Encouraging Literacy in the Very Young

As a parent and a children's author, I often think about ways to encourage reading in children. Several of my books are written for the youngest--babies and toddlers. So this week, as time allows, I'll post several ideas on how to encourage reading and literacy in the very young.

The first and best advice is to make reading a natural part of a child's day. Children thrive on routine and stability, so start by building reading into the routine of your child's day.

When my son was young, we had reading time before naptime and before bedtime every day. Every afternoon, even when he was at the age when he started resisting naps, we still had our reading time. He would snuggle close on the couch, and we'd read a pile of books together.

Some of our favorites when he was a toddler were: Mike Mulligan and His Steam Shovel, any Richard Scarry book, the Berenstain Bears books, Curious George books, P.D. Eastman books (especially Go, Dog, Go! and Are You My Mother?), and so, so many others.

For young toddlers, one sentence or just a few words on each page is enough. That keeps their attention, and allows them to begin experiencing what reading is all about. As they get older, they can handle longer and more detailed storybooks, like Mike Mulligan or The Story of Ping or Make Way for the Ducklings.

One of my favorite memories of my son as a two year old was listening to and watching him "read" books that we'd read together many, many times, so many times, in fact, that he'd memorized them. Sometimes he even just said nonsense words, but he knew the rhythm of the story, what was coming next, and the ending. He had already, at that young age, discovered the strength of story--that a story has a beginning, a middle, and an ending.
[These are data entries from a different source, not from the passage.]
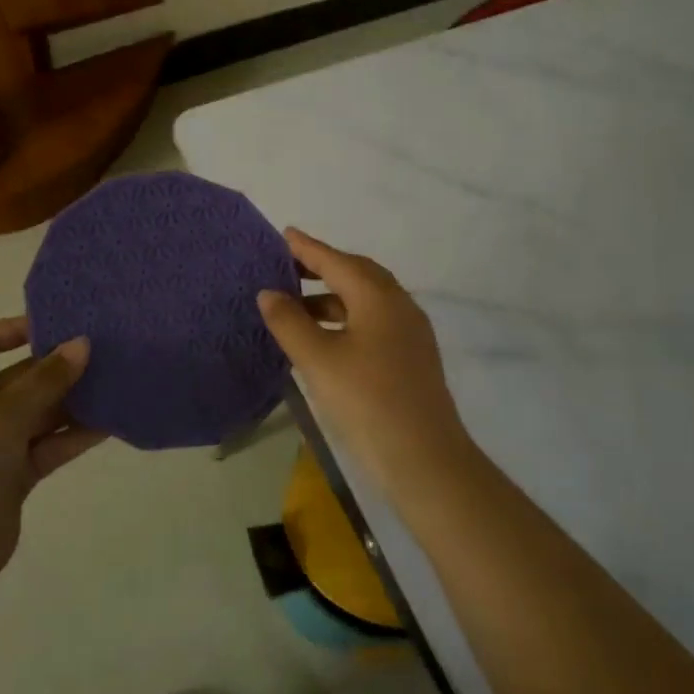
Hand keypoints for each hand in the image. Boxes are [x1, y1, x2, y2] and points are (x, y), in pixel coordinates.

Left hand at [0, 318, 102, 590]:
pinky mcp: (16, 475)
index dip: (16, 328)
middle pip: (22, 376)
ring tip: (116, 384)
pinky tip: (110, 424)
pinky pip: (50, 444)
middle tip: (105, 352)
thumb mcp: (4, 415)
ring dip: (74, 400)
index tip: (59, 326)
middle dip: (59, 365)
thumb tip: (82, 344)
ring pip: (41, 412)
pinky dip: (75, 435)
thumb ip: (46, 380)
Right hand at [257, 229, 475, 505]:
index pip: (337, 261)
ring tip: (298, 307)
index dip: (308, 248)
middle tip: (289, 267)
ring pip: (367, 301)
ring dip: (333, 297)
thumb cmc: (366, 401)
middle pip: (358, 274)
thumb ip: (290, 322)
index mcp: (379, 297)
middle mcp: (400, 306)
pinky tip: (326, 338)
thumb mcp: (318, 360)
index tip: (284, 234)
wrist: (425, 459)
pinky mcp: (412, 358)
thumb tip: (269, 293)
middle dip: (323, 268)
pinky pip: (374, 322)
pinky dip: (347, 319)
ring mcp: (411, 333)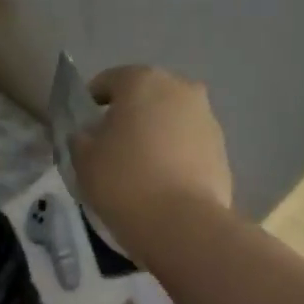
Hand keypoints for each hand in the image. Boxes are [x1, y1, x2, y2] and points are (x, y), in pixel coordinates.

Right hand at [71, 65, 231, 249]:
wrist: (181, 222)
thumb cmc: (123, 181)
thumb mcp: (84, 159)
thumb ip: (81, 138)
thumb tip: (88, 135)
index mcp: (143, 81)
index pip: (110, 81)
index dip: (92, 101)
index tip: (84, 126)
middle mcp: (180, 89)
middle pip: (146, 96)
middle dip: (129, 114)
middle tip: (112, 145)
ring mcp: (207, 118)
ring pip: (171, 120)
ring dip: (156, 134)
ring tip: (139, 166)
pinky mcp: (222, 149)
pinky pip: (189, 145)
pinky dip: (175, 155)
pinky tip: (162, 182)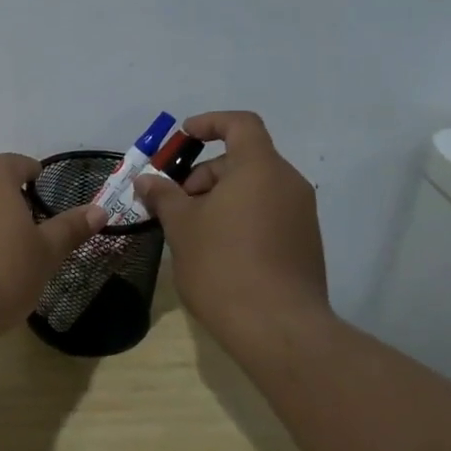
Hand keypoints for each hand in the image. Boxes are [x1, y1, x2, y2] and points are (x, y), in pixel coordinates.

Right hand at [132, 111, 330, 346]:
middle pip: (244, 159)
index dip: (210, 123)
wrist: (278, 327)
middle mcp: (288, 183)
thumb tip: (146, 180)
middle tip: (176, 204)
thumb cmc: (223, 265)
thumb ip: (164, 196)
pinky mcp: (305, 243)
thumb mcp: (182, 227)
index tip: (183, 137)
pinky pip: (268, 213)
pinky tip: (218, 250)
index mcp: (260, 168)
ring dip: (221, 198)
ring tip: (193, 231)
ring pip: (255, 188)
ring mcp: (301, 214)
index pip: (240, 124)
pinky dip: (241, 217)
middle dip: (205, 174)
We used to read a book together called "Wheels Are Everywhere." There wasn't much to it, just something along the lines of: "Wheels are in the city, in the country...wheels are on bicycles, cars, and trucks...etc." But he knew the ending: WHEELS ARE EVERYWHERE! And he'd say it with such enthusiasm, throwing his hands up in the air and shouting it.
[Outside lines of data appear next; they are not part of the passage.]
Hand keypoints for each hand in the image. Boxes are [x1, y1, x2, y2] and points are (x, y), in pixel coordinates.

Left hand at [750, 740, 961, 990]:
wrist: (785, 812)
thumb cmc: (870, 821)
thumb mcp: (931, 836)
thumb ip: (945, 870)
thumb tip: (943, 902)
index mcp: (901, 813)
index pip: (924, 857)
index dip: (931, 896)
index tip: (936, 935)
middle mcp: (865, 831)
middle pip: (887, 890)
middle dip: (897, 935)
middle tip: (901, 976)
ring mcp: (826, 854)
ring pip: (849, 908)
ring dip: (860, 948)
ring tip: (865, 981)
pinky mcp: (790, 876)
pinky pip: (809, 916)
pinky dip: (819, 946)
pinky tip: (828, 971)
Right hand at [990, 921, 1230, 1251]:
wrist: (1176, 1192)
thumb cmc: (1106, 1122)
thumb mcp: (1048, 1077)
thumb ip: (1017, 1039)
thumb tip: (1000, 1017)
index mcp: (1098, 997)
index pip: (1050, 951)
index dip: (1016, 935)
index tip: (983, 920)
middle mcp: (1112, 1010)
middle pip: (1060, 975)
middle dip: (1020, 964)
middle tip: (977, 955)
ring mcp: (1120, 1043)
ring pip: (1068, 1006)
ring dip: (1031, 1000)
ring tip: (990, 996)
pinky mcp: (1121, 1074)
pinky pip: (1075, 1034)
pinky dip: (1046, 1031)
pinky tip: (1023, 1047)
Setting aside time for reading every day has so many positive benefits. You share with your child your joy for reading and stories. You get time with your child to bond and share a special time. Your child develops good listening skills. Your child has a calm, relaxing time to prepare for sleep. Your child learns about his or her world, and begins to experience the world through story.
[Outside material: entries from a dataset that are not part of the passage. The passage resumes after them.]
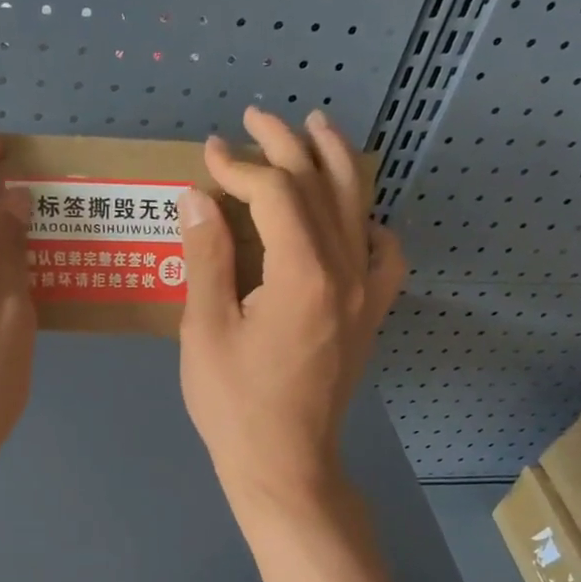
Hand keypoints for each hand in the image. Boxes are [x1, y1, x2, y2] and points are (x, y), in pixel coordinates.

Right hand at [178, 106, 406, 515]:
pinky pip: (383, 252)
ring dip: (335, 162)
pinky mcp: (370, 314)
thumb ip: (206, 257)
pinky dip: (367, 221)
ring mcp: (365, 293)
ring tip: (316, 128)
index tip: (207, 153)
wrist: (285, 464)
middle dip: (286, 144)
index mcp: (301, 274)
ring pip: (358, 207)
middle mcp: (345, 271)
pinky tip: (352, 214)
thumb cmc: (235, 404)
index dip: (239, 165)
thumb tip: (197, 195)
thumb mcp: (204, 330)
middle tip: (255, 117)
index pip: (274, 193)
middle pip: (320, 187)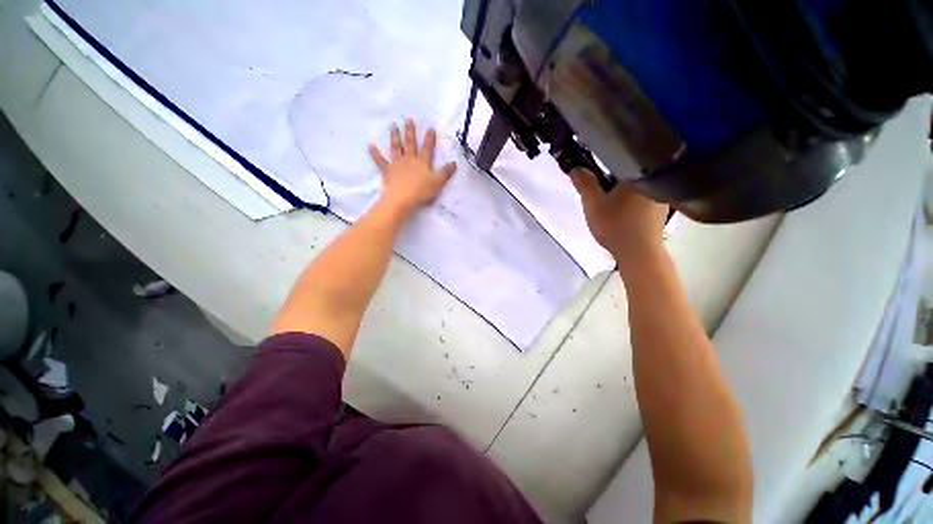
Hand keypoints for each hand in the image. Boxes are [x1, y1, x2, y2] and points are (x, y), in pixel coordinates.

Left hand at [369, 119, 456, 214]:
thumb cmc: (421, 191)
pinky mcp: (387, 171)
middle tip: (408, 120)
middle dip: (410, 131)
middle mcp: (409, 159)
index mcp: (422, 162)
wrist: (402, 198)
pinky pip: (380, 161)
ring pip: (396, 148)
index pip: (427, 148)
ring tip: (393, 126)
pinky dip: (375, 154)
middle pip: (410, 143)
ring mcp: (397, 164)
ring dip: (394, 136)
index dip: (429, 138)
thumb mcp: (437, 182)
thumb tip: (454, 163)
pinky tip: (370, 146)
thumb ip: (445, 173)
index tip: (430, 128)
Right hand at [569, 168, 668, 271]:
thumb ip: (584, 183)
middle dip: (610, 180)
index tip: (590, 176)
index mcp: (637, 173)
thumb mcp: (593, 204)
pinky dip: (631, 200)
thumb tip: (575, 167)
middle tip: (598, 195)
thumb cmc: (615, 225)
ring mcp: (660, 194)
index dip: (599, 166)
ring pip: (634, 185)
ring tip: (609, 205)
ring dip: (621, 190)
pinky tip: (623, 213)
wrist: (638, 252)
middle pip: (626, 172)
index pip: (616, 159)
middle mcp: (654, 178)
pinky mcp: (662, 208)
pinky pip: (642, 197)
In addition to home reading times, take advantage of story times at the library. Story times are often offered for children as young as 18 months, and most of these are staffed by wonderful librarians who love children and books.

Take a look at this blog for more information on children's literacy and promoting reading with children.

1 comment:

  1. Great post Julie, brimming with excellent advice. And thanks for the link to Anastasia Suen's blog, which looks to have tons of useful information too.